WORK TASK ▸
In the entries that follow, which lines hold the string "ซอยรามอ"? List them.

[[ RECORDS SHOWN open ]]

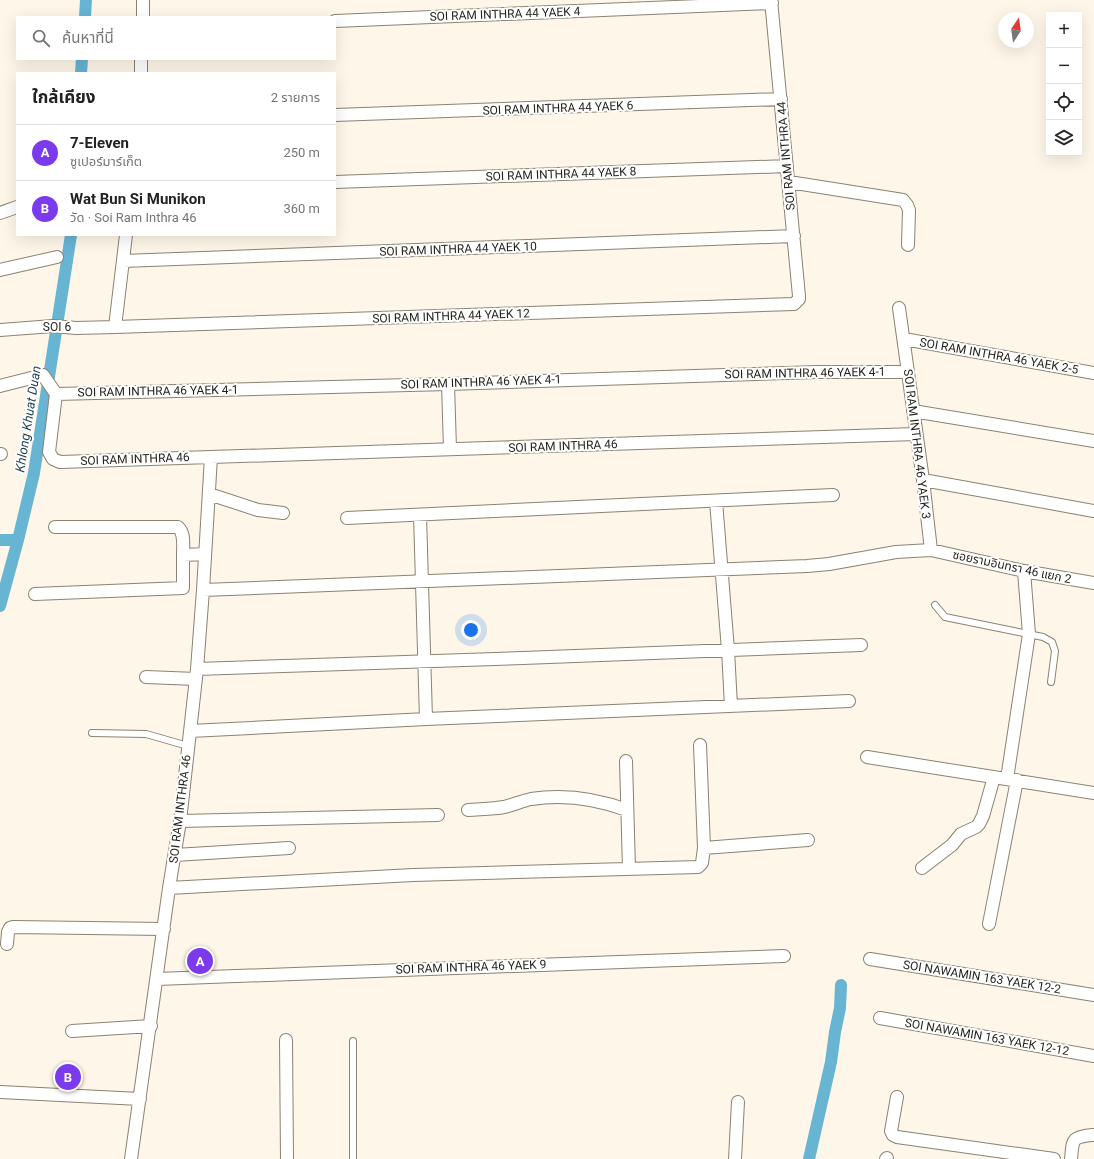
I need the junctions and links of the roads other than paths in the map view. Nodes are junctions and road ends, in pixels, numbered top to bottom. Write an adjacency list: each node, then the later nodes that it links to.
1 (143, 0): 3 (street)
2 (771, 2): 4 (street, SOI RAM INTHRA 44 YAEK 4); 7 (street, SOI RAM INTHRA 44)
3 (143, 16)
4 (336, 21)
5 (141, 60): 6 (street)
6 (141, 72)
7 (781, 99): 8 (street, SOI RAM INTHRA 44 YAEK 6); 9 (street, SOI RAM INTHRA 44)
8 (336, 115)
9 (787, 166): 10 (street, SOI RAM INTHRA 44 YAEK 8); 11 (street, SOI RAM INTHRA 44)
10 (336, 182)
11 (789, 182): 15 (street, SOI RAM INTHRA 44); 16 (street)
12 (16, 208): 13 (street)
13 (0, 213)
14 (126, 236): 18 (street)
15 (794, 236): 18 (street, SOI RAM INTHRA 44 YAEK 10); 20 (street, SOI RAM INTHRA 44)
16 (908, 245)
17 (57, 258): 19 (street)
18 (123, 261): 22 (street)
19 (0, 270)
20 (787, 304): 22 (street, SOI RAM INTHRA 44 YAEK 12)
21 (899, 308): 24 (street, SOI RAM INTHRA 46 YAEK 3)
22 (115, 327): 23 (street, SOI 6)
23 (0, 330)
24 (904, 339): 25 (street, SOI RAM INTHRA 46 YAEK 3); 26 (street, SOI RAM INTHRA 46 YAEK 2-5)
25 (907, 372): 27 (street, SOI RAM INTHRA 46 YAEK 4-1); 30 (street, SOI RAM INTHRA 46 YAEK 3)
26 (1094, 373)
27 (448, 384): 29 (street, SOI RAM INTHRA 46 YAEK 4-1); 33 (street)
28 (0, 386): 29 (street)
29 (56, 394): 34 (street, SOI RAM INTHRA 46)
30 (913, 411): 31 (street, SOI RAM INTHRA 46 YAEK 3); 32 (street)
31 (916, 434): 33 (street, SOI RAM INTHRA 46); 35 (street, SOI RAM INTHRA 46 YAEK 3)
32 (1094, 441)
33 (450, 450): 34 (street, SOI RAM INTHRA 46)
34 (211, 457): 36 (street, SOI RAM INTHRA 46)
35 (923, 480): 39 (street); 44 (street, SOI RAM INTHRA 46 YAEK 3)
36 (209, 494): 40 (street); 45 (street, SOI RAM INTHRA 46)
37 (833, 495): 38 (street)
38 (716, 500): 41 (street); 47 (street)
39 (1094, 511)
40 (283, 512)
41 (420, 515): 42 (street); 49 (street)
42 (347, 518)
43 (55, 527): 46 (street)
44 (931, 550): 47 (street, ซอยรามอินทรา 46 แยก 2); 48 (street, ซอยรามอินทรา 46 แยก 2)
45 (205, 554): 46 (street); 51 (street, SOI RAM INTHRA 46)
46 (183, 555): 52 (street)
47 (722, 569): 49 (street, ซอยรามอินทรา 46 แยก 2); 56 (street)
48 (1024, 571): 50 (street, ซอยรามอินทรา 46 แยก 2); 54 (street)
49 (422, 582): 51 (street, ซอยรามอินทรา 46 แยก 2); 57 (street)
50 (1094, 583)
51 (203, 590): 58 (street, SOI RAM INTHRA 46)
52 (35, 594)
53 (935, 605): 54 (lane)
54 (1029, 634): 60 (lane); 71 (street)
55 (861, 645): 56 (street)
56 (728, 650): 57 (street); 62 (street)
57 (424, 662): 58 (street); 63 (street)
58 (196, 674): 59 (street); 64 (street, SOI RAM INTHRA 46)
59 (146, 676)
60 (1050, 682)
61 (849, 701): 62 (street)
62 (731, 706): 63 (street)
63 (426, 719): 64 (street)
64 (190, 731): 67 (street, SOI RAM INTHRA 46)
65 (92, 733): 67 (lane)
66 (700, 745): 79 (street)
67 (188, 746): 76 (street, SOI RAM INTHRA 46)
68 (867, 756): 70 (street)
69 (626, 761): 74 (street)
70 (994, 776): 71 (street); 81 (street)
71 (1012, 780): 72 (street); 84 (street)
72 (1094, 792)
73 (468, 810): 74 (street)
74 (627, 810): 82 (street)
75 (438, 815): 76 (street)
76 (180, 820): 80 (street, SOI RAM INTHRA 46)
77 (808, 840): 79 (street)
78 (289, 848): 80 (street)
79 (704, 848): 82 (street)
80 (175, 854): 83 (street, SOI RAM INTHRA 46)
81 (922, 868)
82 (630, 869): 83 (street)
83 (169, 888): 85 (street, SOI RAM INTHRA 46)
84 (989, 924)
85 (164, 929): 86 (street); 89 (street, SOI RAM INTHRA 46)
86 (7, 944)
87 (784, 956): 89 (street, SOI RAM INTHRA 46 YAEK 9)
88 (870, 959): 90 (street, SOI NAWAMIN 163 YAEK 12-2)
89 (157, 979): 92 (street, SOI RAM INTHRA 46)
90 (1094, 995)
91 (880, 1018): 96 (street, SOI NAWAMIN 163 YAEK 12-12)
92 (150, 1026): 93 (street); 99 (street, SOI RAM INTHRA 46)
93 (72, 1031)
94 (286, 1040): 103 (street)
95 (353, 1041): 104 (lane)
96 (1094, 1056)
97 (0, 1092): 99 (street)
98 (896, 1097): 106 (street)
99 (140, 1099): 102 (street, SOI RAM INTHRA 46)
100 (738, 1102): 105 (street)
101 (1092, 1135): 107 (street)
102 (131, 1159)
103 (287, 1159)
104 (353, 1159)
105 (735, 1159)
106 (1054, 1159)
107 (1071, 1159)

[[ RECORDS SHOWN closed ]]

RESULT OF THE TASK ▸
44 (931, 550): 47 (street, ซอยรามอินทรา 46 แยก 2); 48 (street, ซอยรามอินทรา 46 แยก 2)
47 (722, 569): 49 (street, ซอยรามอินทรา 46 แยก 2); 56 (street)
48 (1024, 571): 50 (street, ซอยรามอินทรา 46 แยก 2); 54 (street)
49 (422, 582): 51 (street, ซอยรามอินทรา 46 แยก 2); 57 (street)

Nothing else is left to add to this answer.